La loi de finances pour 2009 modifie le dispositif fiscal des investissements productifs outre-mer. En effet, tout investisseur qui effectue, à partir du 1er janvier 2009, un placement productif en outre-mer (i.e. participation au financement d'un avion, d'un matériel) peut désormais opter pour le plafonnement le mieux adapté à sa situation :
- plafonnement en valeur absolue, à hauteur de 40.000 euros annuels :ce bénéfice s'entend net de rétrocession. En effet, un investissement industriel rassemble trois parties (le contribuable qui désire défiscaliser, l'exploitant dudit bien et l'administration fiscale). Grâce à la rétrocession, l'exploitant peut profiter d'une part de l'avantage fiscal pour racheter le bien aux investisseurs privés. L'on comprend donc que l'avantage fiscal est nécessairement réparti entre l'exploitant et l'investisseur, dans des proportions variables mais au moins de 60% (seuil légal)/40% dans le cas de défiscalisations à l'impôt sur le revenu.
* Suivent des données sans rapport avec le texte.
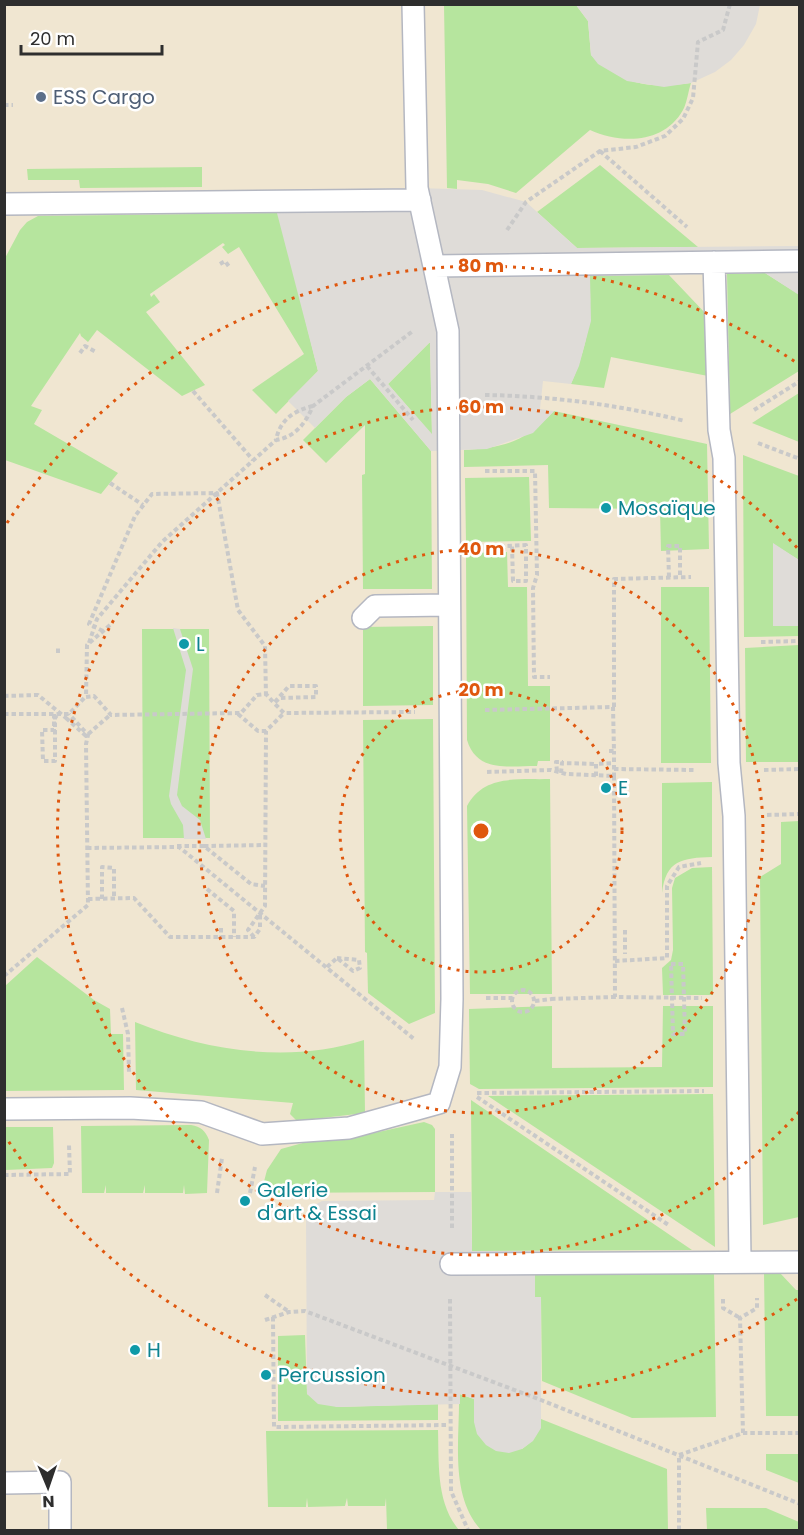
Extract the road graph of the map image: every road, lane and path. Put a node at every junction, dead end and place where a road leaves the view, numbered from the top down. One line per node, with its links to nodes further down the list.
1 (413, 4): 6 (lane)
2 (730, 4): 5 (path)
3 (4, 105): 4 (path)
4 (13, 105)
5 (600, 151): 7 (path); 9 (path)
6 (420, 200): 8 (lane); 13 (lane)
7 (526, 202)
8 (4, 204)
9 (678, 219)
10 (800, 261): 11 (lane)
11 (714, 262): 13 (lane); 101 (lane)
12 (220, 264): 14 (path)
13 (434, 266): 15 (lane)
14 (230, 267)
15 (442, 309): 18 (path); 21 (lane)
16 (96, 352): 17 (path)
17 (80, 353)
18 (367, 366): 22 (path); 25 (path)
19 (800, 381): 23 (path)
20 (193, 391): 27 (path)
21 (448, 394): 24 (path); 28 (lane)
22 (313, 406): 26 (path); 26 (path)
23 (752, 411)
24 (651, 413)
25 (420, 429)
26 (276, 440): 27 (path)
27 (253, 460): 30 (path)
28 (448, 472): 37 (path); 38 (lane)
29 (110, 483): 31 (path)
30 (217, 493): 31 (path); 45 (path); 47 (path)
31 (143, 505): 47 (path)
32 (669, 577): 33 (path); 33 (path); 34 (path)
33 (680, 577): 34 (path); 35 (path)
34 (661, 578): 61 (path)
35 (688, 578)
36 (526, 581): 36 (path); 37 (path)
37 (535, 582): 44 (path)
38 (449, 606): 39 (lane); 103 (lane)
39 (367, 608)
40 (800, 641): 41 (path)
41 (756, 642)
42 (58, 646): 43 (path)
43 (58, 653)
44 (550, 677)
45 (266, 695): 48 (path); 56 (path)
46 (4, 696): 50 (path)
47 (86, 697): 57 (path); 58 (path)
48 (274, 704): 48 (path); 51 (path); 56 (path)
49 (550, 708): 61 (path)
50 (60, 712): 55 (path); 58 (path)
51 (283, 713): 52 (path); 53 (path); 59 (path)
52 (366, 713)
53 (384, 713)
54 (4, 714): 55 (path)
55 (54, 714): 58 (path)
56 (241, 714): 57 (path); 59 (path)
57 (110, 715): 60 (path)
58 (67, 716): 60 (path)
59 (266, 731): 72 (path)
60 (87, 736): 75 (path)
61 (614, 751): 63 (path); 69 (path)
62 (595, 763): 63 (path); 67 (path); 68 (path); 69 (path)
63 (614, 763): 64 (path)
64 (614, 769): 65 (path); 69 (path)
65 (695, 770)
66 (501, 771): 67 (path)
67 (556, 771): 68 (path)
68 (596, 776): 69 (path)
69 (614, 776): 90 (path); 94 (path)
70 (800, 814): 71 (path)
71 (782, 815)
72 (266, 845): 73 (path); 74 (path); 77 (path); 82 (path)
73 (204, 846): 74 (path); 77 (path)
74 (180, 847): 75 (path); 82 (path)
75 (88, 848): 79 (path); 80 (path)
76 (710, 863): 90 (path)
77 (265, 886): 82 (path)
78 (207, 889): 86 (path)
79 (88, 898): 80 (path); 93 (path)
80 (96, 899): 81 (path); 81 (path)
81 (102, 899): 85 (path)
82 (261, 913): 87 (path); 87 (path); 91 (path); 92 (path)
83 (221, 928): 85 (path)
84 (625, 930): 88 (path)
85 (222, 937): 86 (path)
86 (234, 937): 87 (path)
87 (254, 937)
88 (625, 954)
89 (337, 958): 89 (path); 91 (path)
90 (615, 961): 95 (path)
91 (332, 963): 92 (path)
92 (328, 969): 99 (path)
93 (4, 976)
94 (615, 997): 95 (path); 96 (path)
95 (583, 998): 97 (path)
96 (684, 998): 96 (path)
97 (535, 1001): 97 (path)
98 (122, 1008): 100 (path)
99 (402, 1030)
100 (130, 1078)
101 (738, 1091): 102 (path); 110 (lane)
102 (471, 1093)
103 (4, 1109)
104 (506, 1116): 109 (path)
105 (69, 1139): 107 (path)
106 (453, 1144): 108 (path)
107 (4, 1175)
108 (453, 1192)
109 (666, 1224)
110 (740, 1262): 111 (lane); 112 (lane)
111 (800, 1262)
112 (451, 1264): 120 (path)
113 (265, 1295): 116 (path)
114 (723, 1308): 118 (path)
115 (757, 1308): 118 (path)
116 (289, 1312): 117 (path); 120 (path)
117 (273, 1317): 119 (path); 121 (path)
118 (740, 1318): 122 (path)
119 (265, 1320)
120 (449, 1366): 121 (path); 124 (path)
121 (449, 1425): 128 (path)
122 (743, 1433): 123 (path); 124 (path)
123 (800, 1433)
124 (679, 1455): 126 (path); 129 (path)
125 (4, 1483): 127 (lane)
126 (800, 1504)
127 (60, 1530)
128 (468, 1530)
129 (679, 1530)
- plafonnement en valeur relative, à concurrence de 15% du revenu annuel :le contribuable doit définir ce choix lors de la déclaration de revenus. Si le montant de la réduction dépasse le montant dû au titre de l'impôt sur le revenu, l'investisseur peut en reporter l'excédent sur son impôt sur le revenu pendant cinq ans.
Le Parlement devrait se pencher au printemps 2009 sur un projet de loi concernant les Dom-Tom, qui vise à :
- supprimer peu à peu le système de l'investissement locatif patrimonial dans les secteurs libre et intermédiaire,
- relancer le logement social, en instaurant la rétrocession lors des investissements effectués dans les domaines du logement social et du secteur intermédiaire. Les organismes de logement social exploitant ces immeubles recevront donc une partie de l'avantage fiscal tandis que les contribuables en percevraient le reliquat.